┌────────
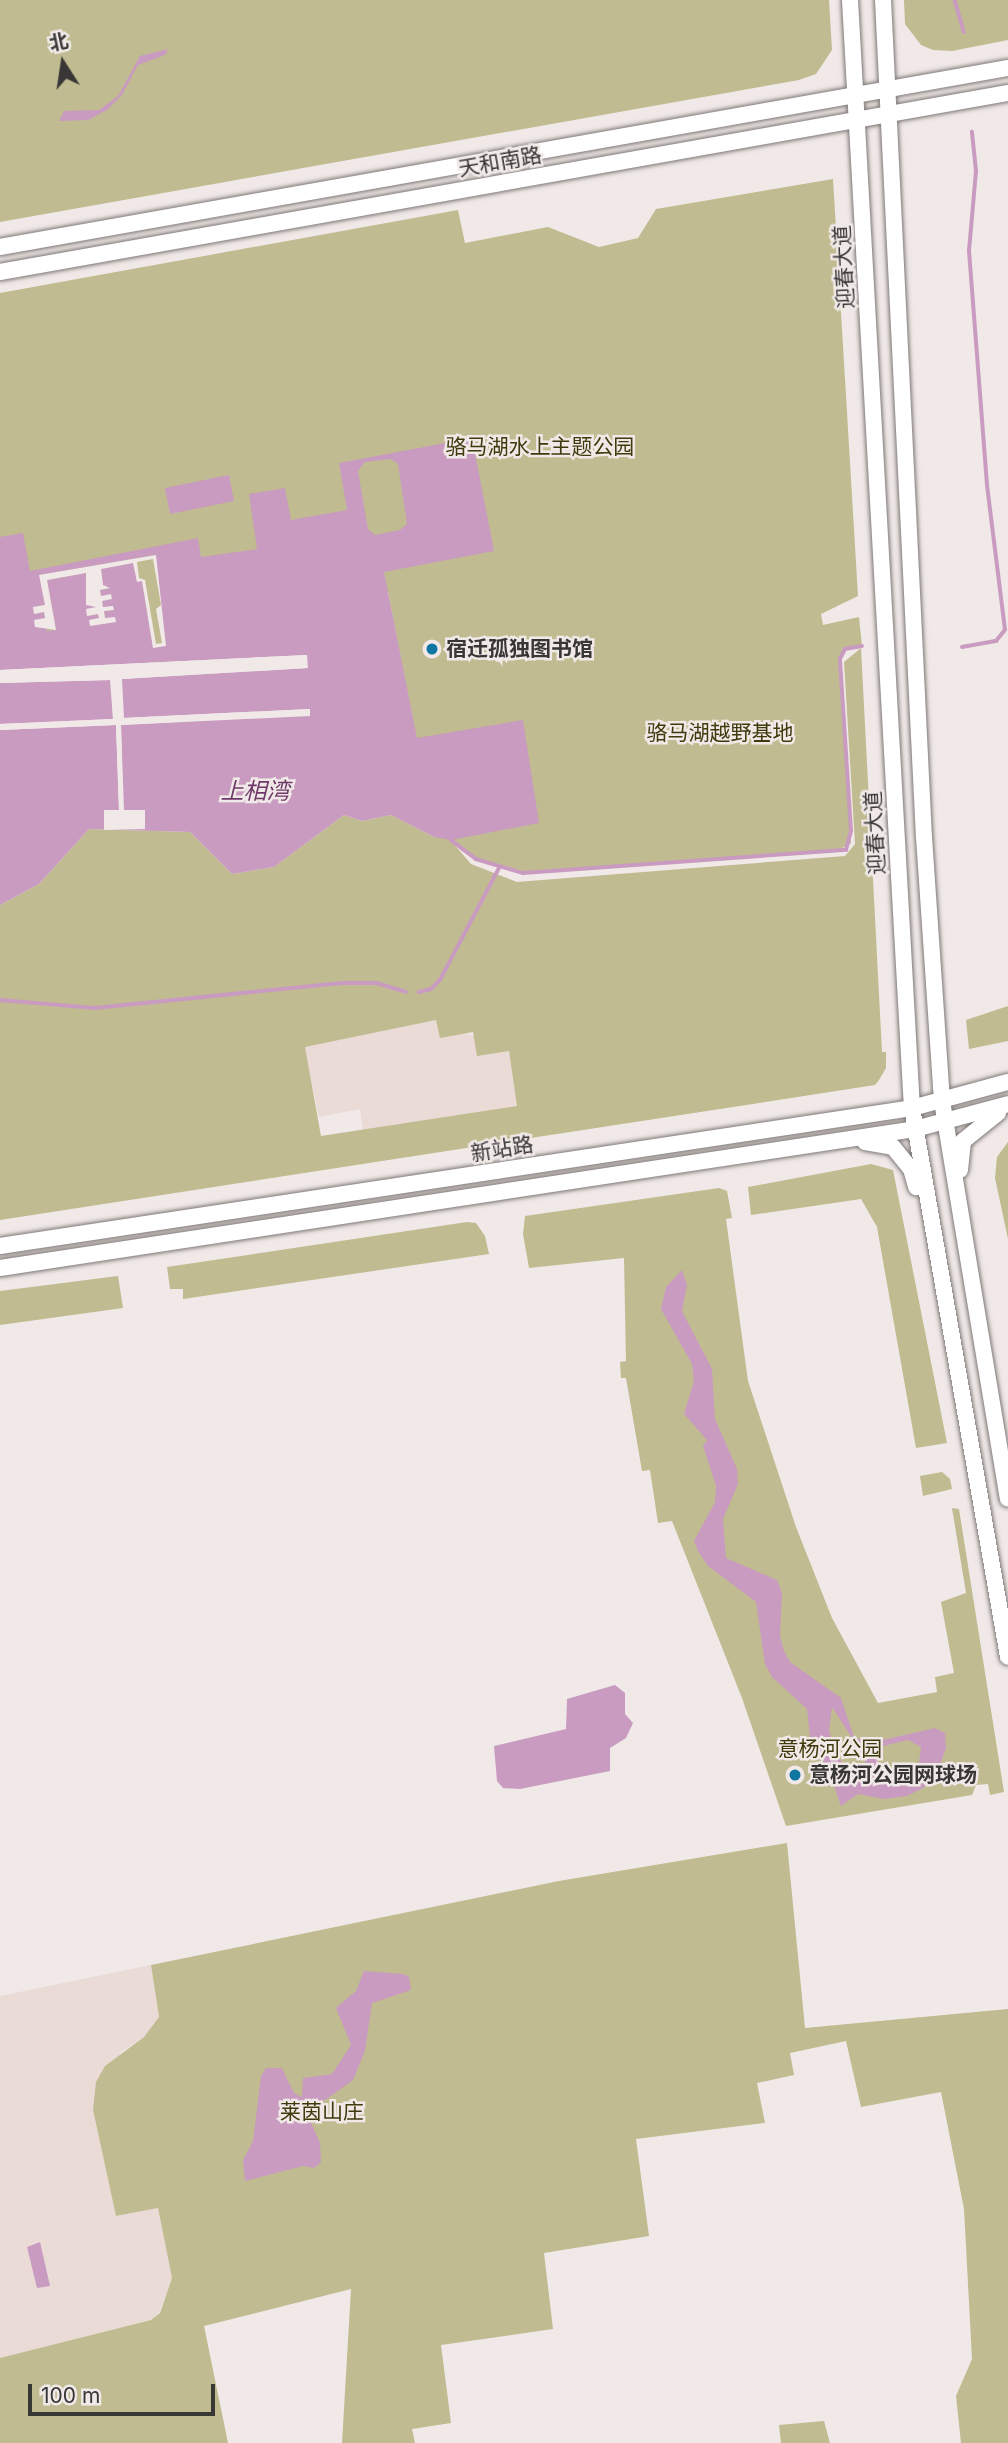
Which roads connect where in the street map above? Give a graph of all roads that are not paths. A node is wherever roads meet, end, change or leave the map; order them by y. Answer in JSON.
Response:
{"nodes":[{"id":1,"x":850,"y":0,"type":"edge"},
{"id":2,"x":883,"y":0,"type":"edge"},
{"id":3,"x":1008,"y":68,"type":"edge"},
{"id":4,"x":887,"y":90,"type":"junction"},
{"id":5,"x":1008,"y":93,"type":"edge"},
{"id":6,"x":855,"y":96,"type":"junction"},
{"id":7,"x":887,"y":115,"type":"junction"},
{"id":8,"x":857,"y":120,"type":"junction"},
{"id":9,"x":0,"y":247,"type":"edge"},
{"id":10,"x":0,"y":272,"type":"edge"},
{"id":11,"x":1008,"y":1082,"type":"edge"},
{"id":12,"x":942,"y":1101,"type":"junction"},
{"id":13,"x":1008,"y":1106,"type":"edge"},
{"id":14,"x":912,"y":1108,"type":"junction"},
{"id":15,"x":945,"y":1122,"type":"junction"},
{"id":16,"x":915,"y":1129,"type":"junction"},
{"id":17,"x":831,"y":1142,"type":"junction"},
{"id":18,"x":960,"y":1219,"type":"junction"},
{"id":19,"x":932,"y":1224,"type":"junction"},
{"id":20,"x":0,"y":1246,"type":"edge"},
{"id":21,"x":0,"y":1268,"type":"edge"},
{"id":22,"x":975,"y":1319,"type":"junction"},
{"id":23,"x":954,"y":1343,"type":"junction"},
{"id":24,"x":1008,"y":1499,"type":"edge"},
{"id":25,"x":1008,"y":1657,"type":"edge"}],
"edges":[{"from":1,"to":6,"type":"street","name":"迎春大道"},
{"from":2,"to":4,"type":"street"},
{"from":3,"to":4,"type":"street","name":"天和南路"},
{"from":4,"to":6,"type":"street","name":"天和南路"},
{"from":4,"to":7,"type":"street"},
{"from":5,"to":7,"type":"street","name":"天和南路"},
{"from":6,"to":8,"type":"street","name":"迎春大道"},
{"from":6,"to":9,"type":"street","name":"天和南路"},
{"from":7,"to":8,"type":"street","name":"天和南路"},
{"from":7,"to":12,"type":"street"},
{"from":8,"to":10,"type":"street","name":"天和南路"},
{"from":8,"to":14,"type":"street","name":"迎春大道"},
{"from":11,"to":12,"type":"street","name":"新站路"},
{"from":12,"to":14,"type":"street","name":"新站路"},
{"from":12,"to":15,"type":"street"},
{"from":13,"to":15,"type":"street","name":"新站路"},
{"from":13,"to":22,"type":"street"},
{"from":14,"to":16,"type":"street","name":"迎春大道"},
{"from":14,"to":20,"type":"street","name":"新站路"},
{"from":15,"to":16,"type":"street","name":"新站路"},
{"from":15,"to":18,"type":"street"},
{"from":16,"to":17,"type":"street","name":"新站路"},
{"from":16,"to":19,"type":"street","name":"迎春大道"},
{"from":17,"to":21,"type":"street","name":"新站路"},
{"from":17,"to":23,"type":"street"},
{"from":18,"to":19,"type":"street"},
{"from":18,"to":22,"type":"street"},
{"from":19,"to":23,"type":"street","name":"迎春大道"},
{"from":22,"to":24,"type":"street"},
{"from":23,"to":25,"type":"street","name":"迎春大道"}]}
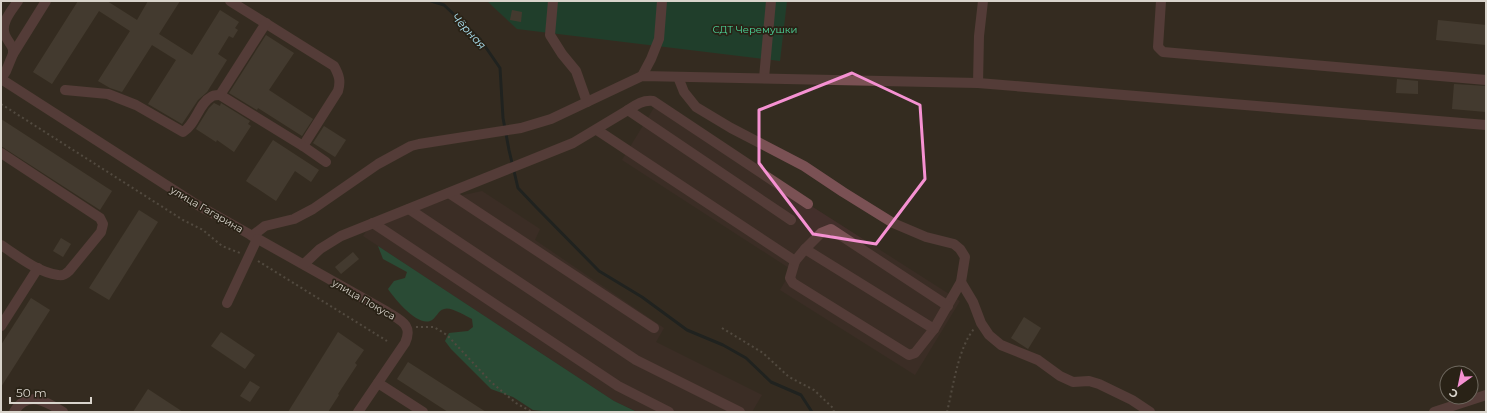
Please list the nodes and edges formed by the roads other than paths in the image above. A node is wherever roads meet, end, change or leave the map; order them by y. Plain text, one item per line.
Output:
1 (18, 1) edge
2 (46, 1) edge
3 (230, 1) edge
4 (553, 1) edge
5 (662, 1) edge
6 (771, 1) edge
7 (983, 1) edge
8 (1161, 1) edge
9 (266, 23) junction
10 (13, 54) junction
11 (642, 76) junction
12 (678, 77) junction
13 (764, 78) junction
14 (1, 79) edge
15 (1486, 80) edge
16 (978, 83) junction
17 (65, 90) dead end
18 (220, 95) junction
19 (587, 102) junction
20 (628, 110) junction
21 (1486, 125) edge
22 (597, 130) junction
23 (303, 146) junction
24 (1, 153) edge
25 (326, 162) dead end
26 (449, 193) junction
27 (808, 204) dead end
28 (409, 209) junction
29 (791, 220) dead end
30 (373, 223) junction
31 (255, 237) junction
32 (1, 245) edge
33 (805, 249) junction
34 (795, 262) junction
35 (304, 264) junction
36 (38, 268) junction
37 (961, 282) junction
38 (227, 303) dead end
39 (948, 306) junction
40 (1, 326) edge
41 (654, 328) dead end
42 (934, 329) junction
43 (378, 382) junction
44 (1486, 395) edge
45 (14, 412) edge
46 (63, 412) edge
47 (358, 412) edge
48 (423, 412) edge
49 (669, 412) edge
50 (740, 412) edge
51 (1150, 412) edge
52 (1434, 412) edge

1 - 10 street
2 - 10 street
3 - 9 street
4 - 19 street
5 - 11 street
6 - 13 street
7 - 16 street
8 - 15 street
9 - 18 street
9 - 23 street
10 - 14 street
11 - 12 street
11 - 19 street, улица Гагарина
12 - 13 street
12 - 37 street
13 - 16 street
14 - 31 street, улица Гагарина
16 - 21 street
17 - 18 street
18 - 23 street
19 - 31 street, улица Гагарина
20 - 22 street
20 - 27 street
20 - 29 street
22 - 26 street
22 - 34 street
23 - 25 street
24 - 36 street
26 - 28 street
26 - 41 street
28 - 30 street
28 - 50 street
30 - 35 street
30 - 49 street
31 - 35 street, улица Покуса
31 - 38 street
32 - 36 street
33 - 34 street
33 - 39 street
33 - 42 street
34 - 42 street
35 - 43 street, улица Покуса
36 - 40 street
37 - 39 street
37 - 51 street
39 - 42 street
43 - 47 street
43 - 48 street
44 - 52 street
45 - 46 street

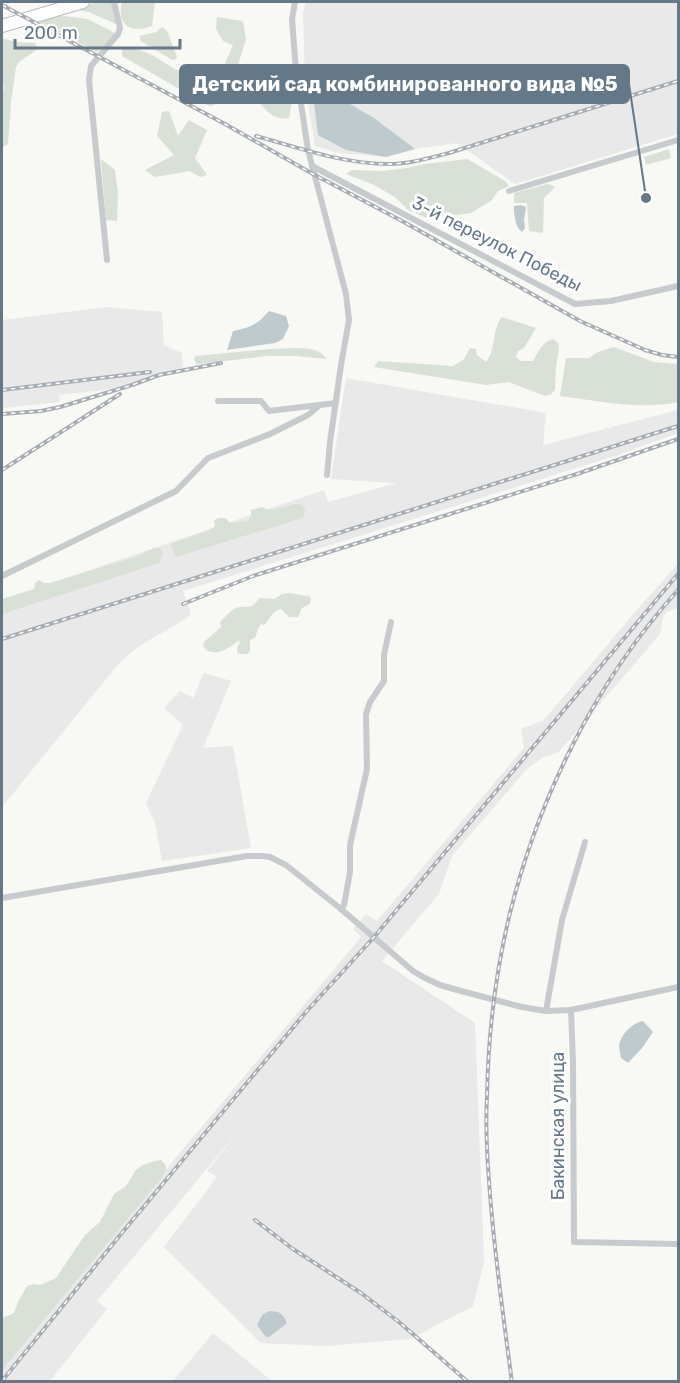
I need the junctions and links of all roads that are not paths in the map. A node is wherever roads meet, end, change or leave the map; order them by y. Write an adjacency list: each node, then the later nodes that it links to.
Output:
1 (83, 2): 4 (highway)
2 (114, 2): 8 (street)
3 (296, 2): 6 (street)
4 (2, 26)
5 (678, 140): 7 (street)
6 (312, 165): 9 (street, 3-й переулок Победы); 11 (street)
7 (509, 191)
8 (107, 260)
9 (678, 286)
10 (218, 401): 12 (street)
11 (336, 403): 12 (street); 13 (street)
12 (321, 405): 14 (street)
13 (327, 475)
14 (2, 576)
15 (391, 622): 18 (street)
16 (585, 842): 21 (street)
17 (2, 898): 18 (street)
18 (341, 909): 21 (street)
19 (678, 987): 20 (street)
20 (571, 1010): 21 (street); 22 (street, Бакинская улица)
21 (546, 1011)
22 (678, 1244)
└────────
Where does the word "Покуса" occur in the records? Return every line that holds it.

31 - 35 street, улица Покуса
35 - 43 street, улица Покуса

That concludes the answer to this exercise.